What do these results tell us about a possible effect of rhythm class? We see two ways of interpretation: (a) For the researcher who wishes to hold on to the rhythm class hypothesis the results might mean that some between-rhythm class contrasts, like French and English, rely on intonation. In other words, one could hypothesize that the only reason why we hear a more regular timing of syllables in French is because possible psycho-acoustic effects triggered by syllabic intonation movements are a possible reason for the sensation of durational regularity in the signal. Without these intonation movements the perceptual durational regularity would not be present. Support for this theory may be seen in the results for the French-Spanish within-rhythm class contrast, where even addition of intonation did precisely not lead to an improvement in performance. (b) The opponents of the rhythm class hypothesis might argue that the results do not provide any evidence in support of the class distinction hypothesis. One might argue that our languages show a wide variety of characteristics regarding their prosodic structure, which may or may not vary between individual language contrasts, always dependent on which particular languages are being paired. In our case it happened that between English and French intonation is more salient, whereas between English and Japanese durational characteristics are more salient. Between French and Japanese it was not the durational characteristics but possibly intonation. No test results are available for this condition.
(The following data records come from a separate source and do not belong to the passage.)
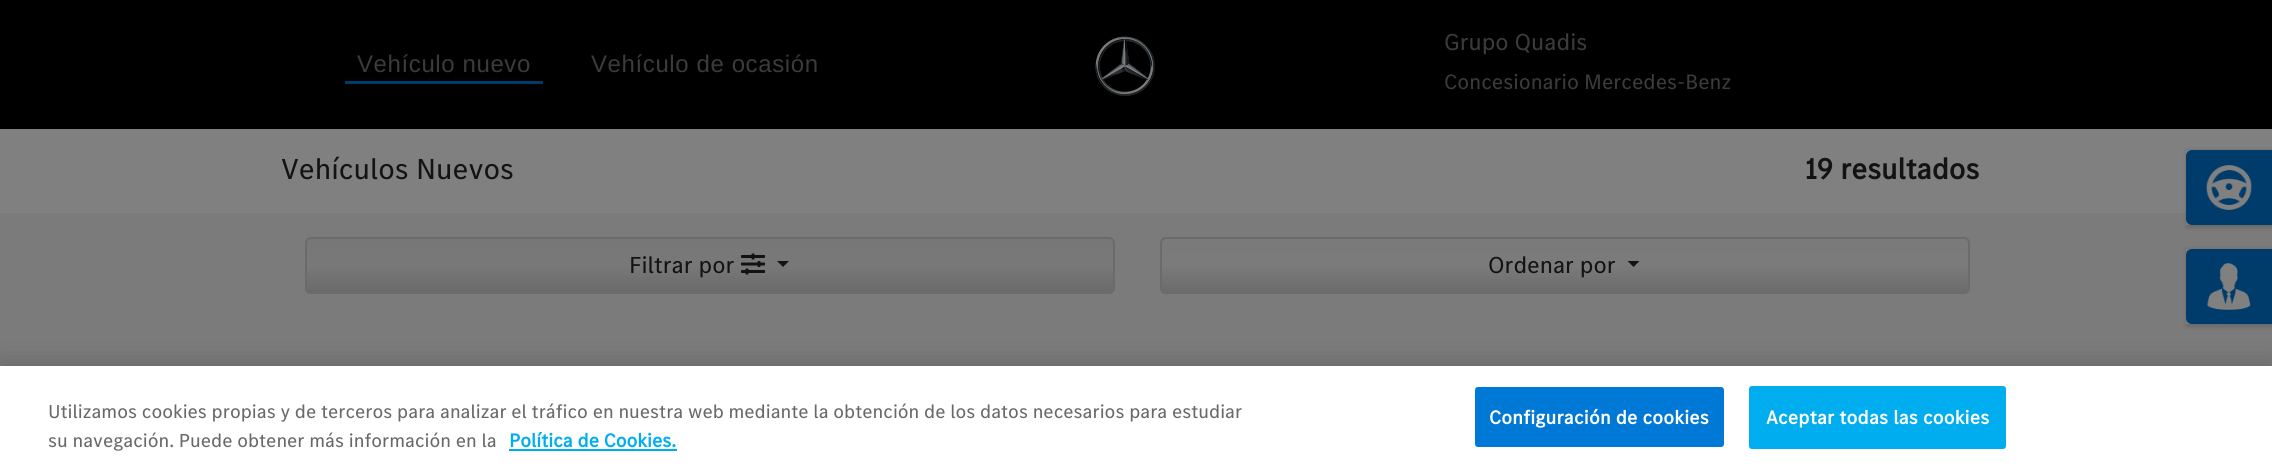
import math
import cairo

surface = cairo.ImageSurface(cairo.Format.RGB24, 2272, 472)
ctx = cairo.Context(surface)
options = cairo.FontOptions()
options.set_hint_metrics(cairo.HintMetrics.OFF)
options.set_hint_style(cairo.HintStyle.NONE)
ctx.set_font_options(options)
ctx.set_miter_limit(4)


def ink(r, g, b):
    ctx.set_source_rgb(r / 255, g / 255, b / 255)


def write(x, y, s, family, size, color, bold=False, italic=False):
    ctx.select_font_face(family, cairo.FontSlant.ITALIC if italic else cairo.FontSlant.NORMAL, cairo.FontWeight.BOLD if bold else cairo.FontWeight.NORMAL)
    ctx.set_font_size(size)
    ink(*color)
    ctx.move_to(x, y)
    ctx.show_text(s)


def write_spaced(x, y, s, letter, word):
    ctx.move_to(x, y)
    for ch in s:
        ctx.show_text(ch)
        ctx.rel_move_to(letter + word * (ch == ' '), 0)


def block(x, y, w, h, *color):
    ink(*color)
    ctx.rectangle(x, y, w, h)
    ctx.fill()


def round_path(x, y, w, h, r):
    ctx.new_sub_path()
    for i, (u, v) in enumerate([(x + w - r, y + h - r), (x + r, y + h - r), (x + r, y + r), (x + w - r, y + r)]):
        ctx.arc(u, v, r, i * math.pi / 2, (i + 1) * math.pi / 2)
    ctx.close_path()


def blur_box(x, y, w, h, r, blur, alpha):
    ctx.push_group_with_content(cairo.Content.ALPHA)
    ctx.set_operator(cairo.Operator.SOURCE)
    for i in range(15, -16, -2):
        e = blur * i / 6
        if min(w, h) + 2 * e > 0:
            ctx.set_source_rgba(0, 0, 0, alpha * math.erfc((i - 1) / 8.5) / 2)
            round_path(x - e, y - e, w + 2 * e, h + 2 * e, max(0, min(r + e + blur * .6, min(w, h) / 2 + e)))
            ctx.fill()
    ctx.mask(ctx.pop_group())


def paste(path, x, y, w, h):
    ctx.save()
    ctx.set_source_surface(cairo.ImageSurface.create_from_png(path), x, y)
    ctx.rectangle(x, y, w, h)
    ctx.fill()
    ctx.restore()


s1 = dict(family="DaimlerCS", size=24, color=(59, 59, 59))
s2 = dict(family="DaimlerCS", size=21.6, color=(59, 59, 59))
s3 = dict(family="DaimlerCS", size=30, color=(19, 19, 19))
s4 = dict(family="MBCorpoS", size=30, color=(19, 19, 19), bold=True)
s5 = dict(family="DaimlerCS", size=24, color=(19, 19, 19))
s6 = dict(family="DaimlerCS", size=19.5, color=(105, 105, 105))
s7 = dict(family="MBCorpoS", size=19.5, color=(0, 173, 239), bold=True)

ink(0, 0, 0)
ctx.paint()
block(345, 81, 198, 3, 0, 60, 107)
ctx.select_font_face("Liberation Sans")
ctx.set_font_size(24)
ink(59, 59, 59)
write_spaced(357, 72, "Vehículo nuevo", 0.6, 0)
write_spaced(591, 72, "Vehículo de ocasión", 0.6, 0)
paste("pic1.png", 1095, 36, 60, 60)
write(1444, 50, "Grupo Quadis", **s1)
write(1444, 89, "Concesionario Mercedes-Benz", **s2)
block(0, 129, 2272, 84, 128, 128, 128)
write(281, 179, "Vehículos Nuevos", **s3)
write(1805, 179, "19 resultados", **s4)
block(0, 213, 2272, 153, 123, 123, 123)
ctx.save()
ctx.set_fill_rule(cairo.FillRule.EVEN_ODD)
ctx.new_path()
ctx.move_to(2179, 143)
ctx.line_to(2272, 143)
ctx.line_to(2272, 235)
ctx.line_to(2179, 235)
ctx.close_path()
ctx.move_to(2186, 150)
ctx.line_to(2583, 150)
ctx.line_to(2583, 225)
ctx.line_to(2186, 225)
ctx.close_path()
ctx.clip()
ink(0, 0, 0)
blur_box(2186, 150, 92, 78, 0, 2, 0.15)
ctx.restore()
ink(0, 60, 107)
round_path(2186, 150, 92, 75, 6)
ctx.fill()
paste("pic2.png", 2206, 165, 46, 45)
ctx.save()
ctx.set_fill_rule(cairo.FillRule.EVEN_ODD)
ctx.new_path()
ctx.move_to(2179, 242)
ctx.line_to(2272, 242)
ctx.line_to(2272, 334)
ctx.line_to(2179, 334)
ctx.close_path()
ctx.move_to(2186, 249)
ctx.line_to(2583, 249)
ctx.line_to(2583, 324)
ctx.line_to(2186, 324)
ctx.close_path()
ctx.clip()
ink(0, 0, 0)
blur_box(2186, 249, 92, 78, 0, 2, 0.15)
ctx.restore()
round_path(2186, 249, 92, 75, 6)
ctx.fill()
paste("pic3.png", 2207, 263, 44, 47)
ctx.save()
round_path(305, 237, 810, 57, 6)
ctx.clip()
gradient = cairo.LinearGradient(710, 238, 710, 293)
gradient.add_color_stop_rgba(0, 0.467, 0.467, 0.467, 1)
gradient.add_color_stop_rgba(0.5, 0.471, 0.471, 0.471, 1)
gradient.add_color_stop_rgba(1, 0.416, 0.416, 0.416, 1)
ctx.set_source(gradient)
ctx.rectangle(305, 239, 810, 54)
ctx.fill()
ctx.restore()
round_path(306, 238, 808, 55, 5)
ink(107, 107, 107)
ctx.stroke()
write(629, 273, "Filtrar por", **s5)
paste("pic4.png", 741, 253, 24, 22)
ink(17, 19, 21)
ctx.new_path()
ctx.move_to(777, 261)
ctx.line_to(789, 261)
ctx.line_to(783, 267)
ctx.close_path()
ctx.fill()
ctx.save()
round_path(1160, 237, 810, 57, 6)
ctx.clip()
gradient = cairo.LinearGradient(1565, 238, 1565, 293)
gradient.add_color_stop_rgba(0, 0.478, 0.478, 0.478, 1)
gradient.add_color_stop_rgba(0.5, 0.486, 0.482, 0.482, 1)
gradient.add_color_stop_rgba(1, 0.42, 0.42, 0.42, 1)
ctx.set_source(gradient)
ctx.rectangle(1160, 239, 810, 54)
ctx.fill()
ctx.restore()
round_path(1161, 238, 808, 55, 5)
ink(107, 107, 107)
ctx.stroke()
write(1488, 273, "Ordenar por", **s5)
ink(17, 19, 21)
ctx.new_path()
ctx.move_to(1627.5, 261)
ctx.line_to(1639.5, 261)
ctx.line_to(1633.5, 267)
ctx.close_path()
ctx.fill()
ink(0, 0, 0)
blur_box(0, 366, 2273, 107, 0, 13.5, 0.2)
block(0, 366, 2272, 106, 255, 255, 255)
write(48, 418, "Utilizamos cookies propias y de terceros para analizar el tráfico en nuestra web mediante la obtención de los datos necesarios para estudiar", **s6)
write(48, 447, "su navegación. Puede obtener más información en la", **s6)
write(509, 447, "Política de Cookies.", **s7)
block(509, 449, 168, 2, 0, 173, 239)
ink(0, 120, 214)
round_path(1475, 387, 249, 60, 3)
ctx.fill()
ink(255, 255, 255)
write_spaced(1489, 424, "Configuración de cookies", 0.2, 0)
ink(0, 173, 239)
round_path(1750, 387, 255, 61, 2)
ctx.fill_preserve()
ctx.stroke()
ink(255, 255, 255)
write_spaced(1766, 424, "Aceptar todas las cookies", 0.2, 0)
surface.write_to_png("screenshot.png")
At this point we leave it to the reader which point of view he/she wishes to take: the rhythm class supporting or the rhythm class opposing point of view. To answer this question unambiguously, a further study should be conducted in which, for example, more within class contrasts in the presence of intonation would be tested. Should within-class contrasts be found in which listeners’ performance is enhanced by the presence of intonation, it would mean that the pro-rhythm class view cannot be held any longer.